| SOURCE INFORMATION |
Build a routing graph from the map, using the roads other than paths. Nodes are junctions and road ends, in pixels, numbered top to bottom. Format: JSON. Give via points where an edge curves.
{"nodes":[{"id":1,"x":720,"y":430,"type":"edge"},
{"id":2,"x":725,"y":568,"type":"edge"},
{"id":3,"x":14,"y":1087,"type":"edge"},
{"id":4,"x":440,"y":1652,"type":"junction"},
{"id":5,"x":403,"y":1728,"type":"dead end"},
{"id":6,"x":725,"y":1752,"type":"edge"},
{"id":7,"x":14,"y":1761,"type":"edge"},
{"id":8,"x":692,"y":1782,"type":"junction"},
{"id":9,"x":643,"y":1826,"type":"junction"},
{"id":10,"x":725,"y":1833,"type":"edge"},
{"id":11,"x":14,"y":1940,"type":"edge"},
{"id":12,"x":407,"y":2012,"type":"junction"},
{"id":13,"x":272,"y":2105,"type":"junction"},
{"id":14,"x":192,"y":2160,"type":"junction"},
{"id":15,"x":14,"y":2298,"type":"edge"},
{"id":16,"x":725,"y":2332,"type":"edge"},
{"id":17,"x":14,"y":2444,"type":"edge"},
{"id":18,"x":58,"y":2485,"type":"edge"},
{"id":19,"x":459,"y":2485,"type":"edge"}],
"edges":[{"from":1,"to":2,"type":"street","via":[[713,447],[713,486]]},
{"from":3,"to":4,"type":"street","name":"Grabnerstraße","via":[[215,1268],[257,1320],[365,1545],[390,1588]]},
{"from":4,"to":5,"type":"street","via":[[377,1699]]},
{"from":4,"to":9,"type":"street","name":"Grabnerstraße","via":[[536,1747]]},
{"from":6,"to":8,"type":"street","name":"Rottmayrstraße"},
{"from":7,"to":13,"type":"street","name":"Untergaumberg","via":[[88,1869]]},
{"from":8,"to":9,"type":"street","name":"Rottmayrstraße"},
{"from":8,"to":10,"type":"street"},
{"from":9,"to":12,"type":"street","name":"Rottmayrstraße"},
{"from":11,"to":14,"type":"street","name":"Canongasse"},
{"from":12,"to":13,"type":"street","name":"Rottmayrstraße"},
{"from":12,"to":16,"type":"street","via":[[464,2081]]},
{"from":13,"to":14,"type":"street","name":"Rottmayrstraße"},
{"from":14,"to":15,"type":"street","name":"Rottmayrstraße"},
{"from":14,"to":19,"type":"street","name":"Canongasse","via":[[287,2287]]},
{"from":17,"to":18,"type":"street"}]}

| TASK ITEM |
Whenever the string "name" turns up in a line of the data, copy that line.

| EXERCISE OUTPUT |
{"from":3,"to":4,"type":"street","name":"Grabnerstraße","via":[[215,1268],[257,1320],[365,1545],[390,1588]]},
{"from":4,"to":9,"type":"street","name":"Grabnerstraße","via":[[536,1747]]},
{"from":6,"to":8,"type":"street","name":"Rottmayrstraße"},
{"from":7,"to":13,"type":"street","name":"Untergaumberg","via":[[88,1869]]},
{"from":8,"to":9,"type":"street","name":"Rottmayrstraße"},
{"from":9,"to":12,"type":"street","name":"Rottmayrstraße"},
{"from":11,"to":14,"type":"street","name":"Canongasse"},
{"from":12,"to":13,"type":"street","name":"Rottmayrstraße"},
{"from":13,"to":14,"type":"street","name":"Rottmayrstraße"},
{"from":14,"to":15,"type":"street","name":"Rottmayrstraße"},
{"from":14,"to":19,"type":"street","name":"Canongasse","via":[[287,2287]]},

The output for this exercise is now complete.